CRISPR-Cas is now a familiar technique among other chair groups in Wageningen too. ‘It's an important tool in our research,’ says Martien Groenen, professor of Animal Breeding and Genetics, ‘for example to determine what a certain gene does. You can use gene editing to switch it off and then see what happens. We are currently using the technique to verify the effects of a mutation in a gene in chickens by testing it out in zebrafish. It has the same gene but it is a much easier lab animal.’
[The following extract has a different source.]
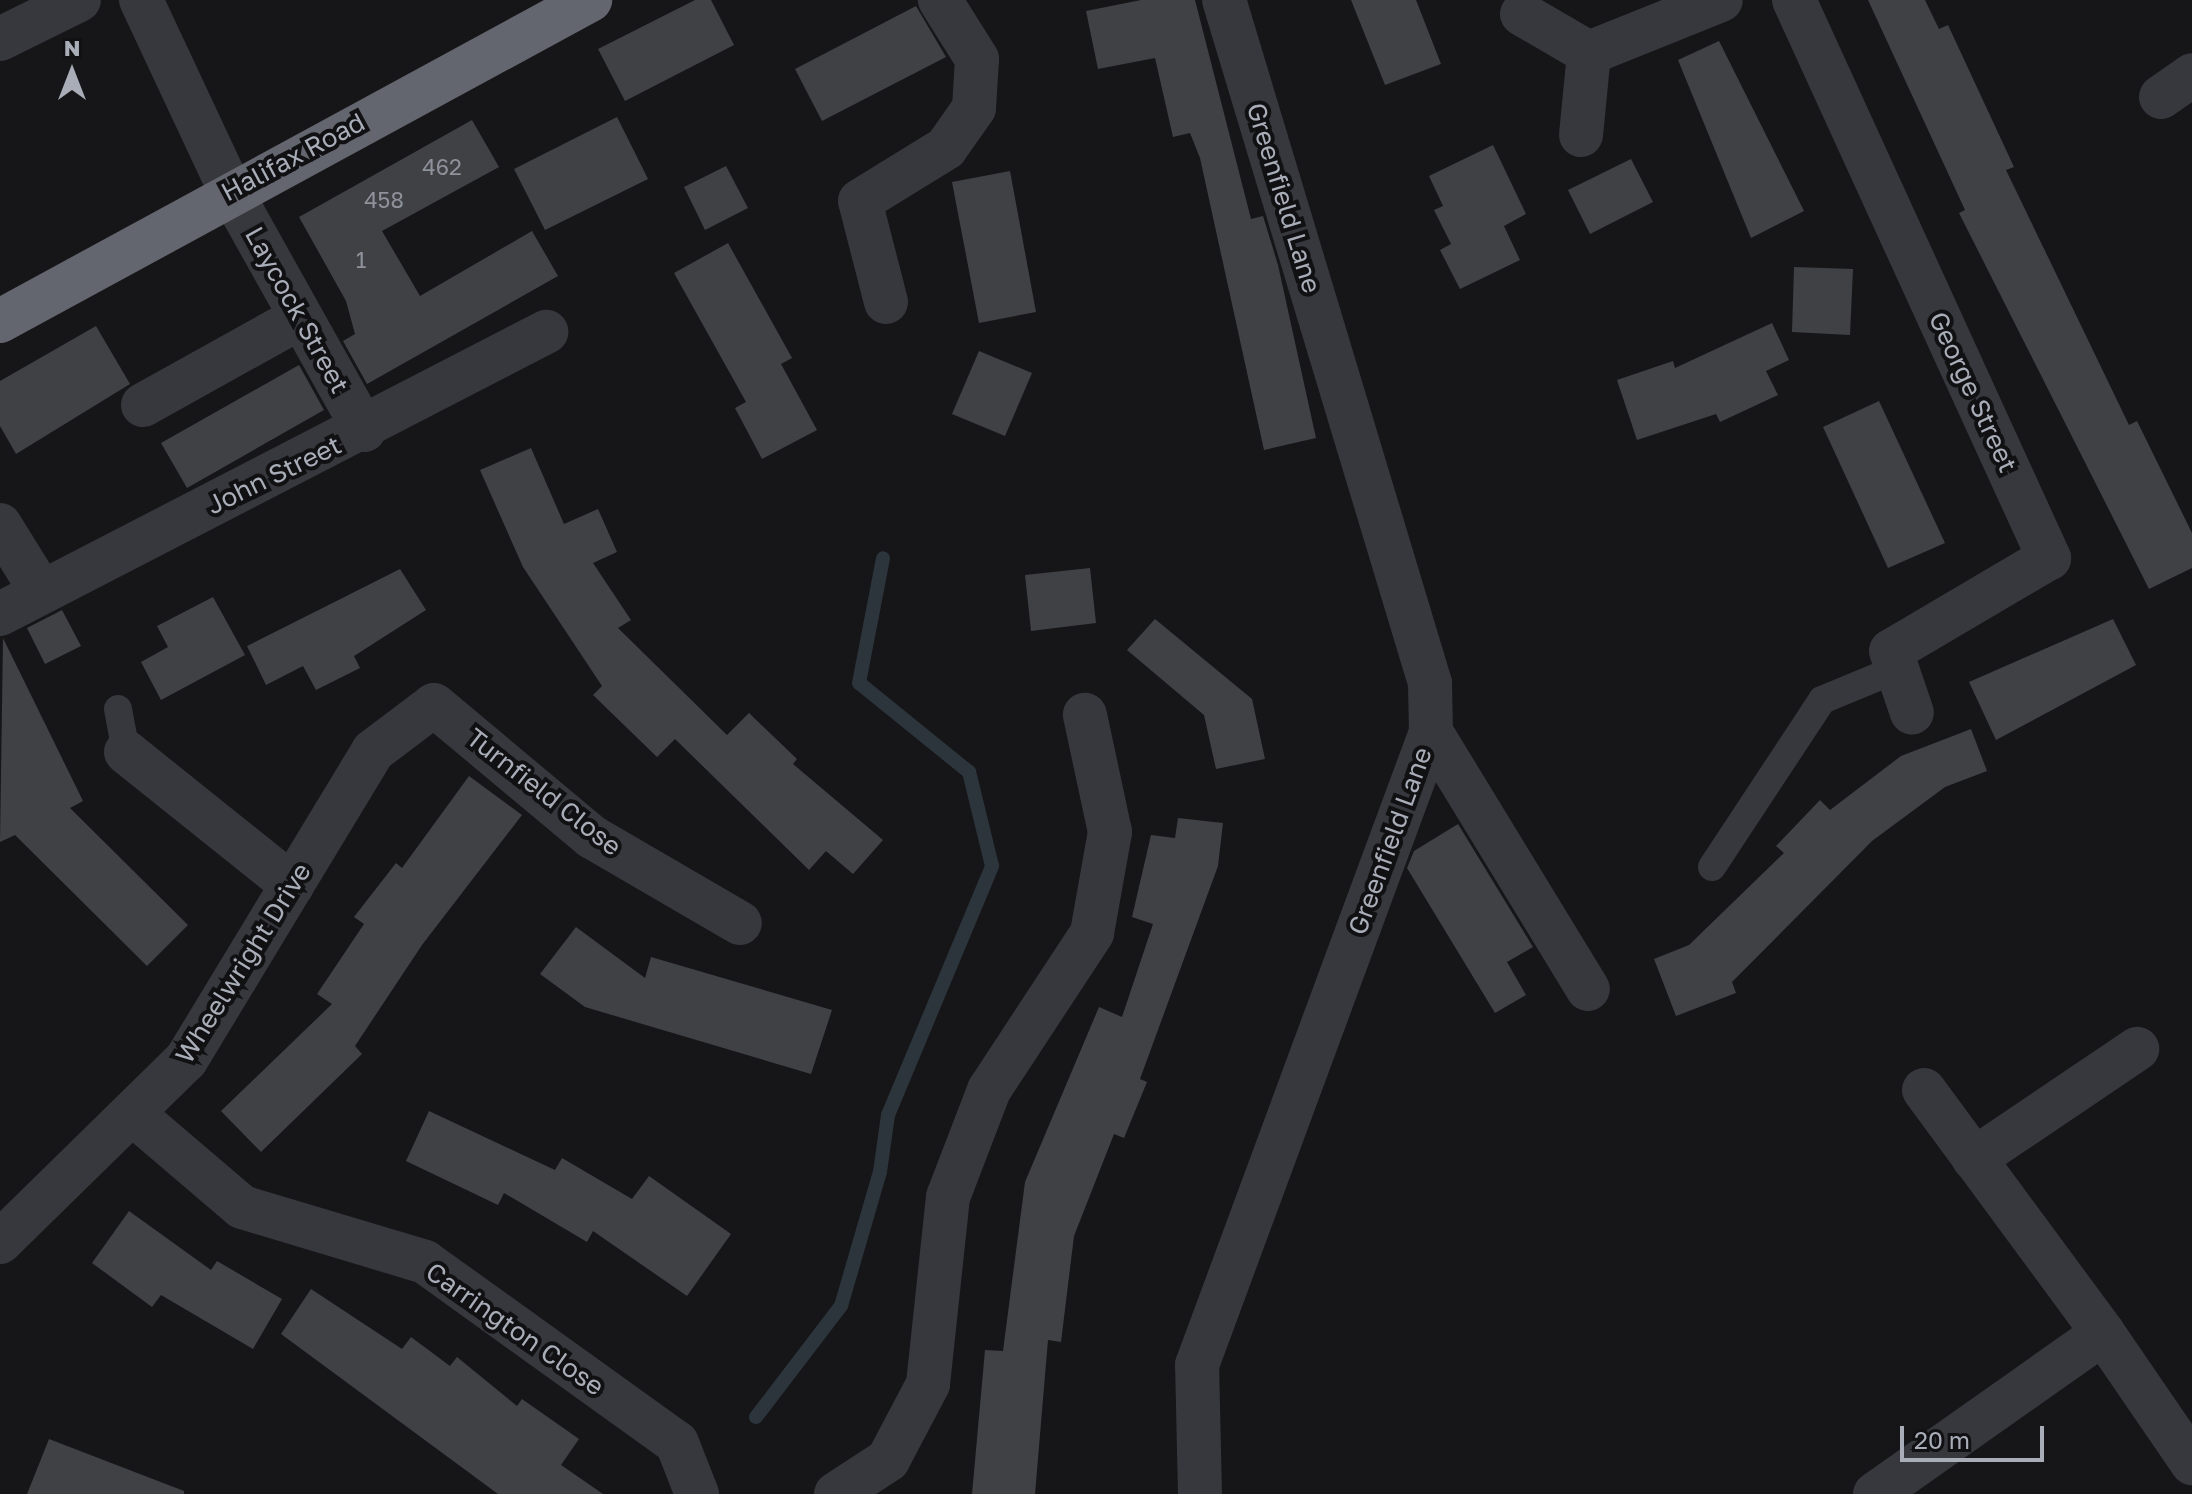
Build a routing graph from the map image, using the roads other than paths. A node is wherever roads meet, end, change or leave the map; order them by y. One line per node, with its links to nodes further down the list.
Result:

Groenen thinks CRISPR-Cas could eventually be used in animal breeding but he does see a downside. ‘In animal breeding, it's all about finding the right balance between different properties such as the milk yield, growth and resistance to disease. Focusing on one change often means you lose out in other areas. If you want to introduce a new property within a reasonable period without causing inbreeding, you have to modify thousands of animals so as not to lose any other properties.’
Researcher Ruud de Maagd at Wageningen Plant Research studies which genes are important for the ripening and shelf life of tomatoes and how they are regulated. Not only does he switch genes off with CRISPR-Cas, he sometimes also makes two cuts in a single DNA strand. The plant cell often glues the two ends together so that the piece between the two cuts has been removed. That provides information about how the genes are controlled by the surrounding DNA. The researcher thinks this information could eventually lead to a tomato that does not become soft so quickly and also tastes good, with a bit of genetic help from CRISPR-Cas. The big question for plant breeding companies is whether such a tomato would be allowed under the strict rules for the admission of genetically modified crops in the EU.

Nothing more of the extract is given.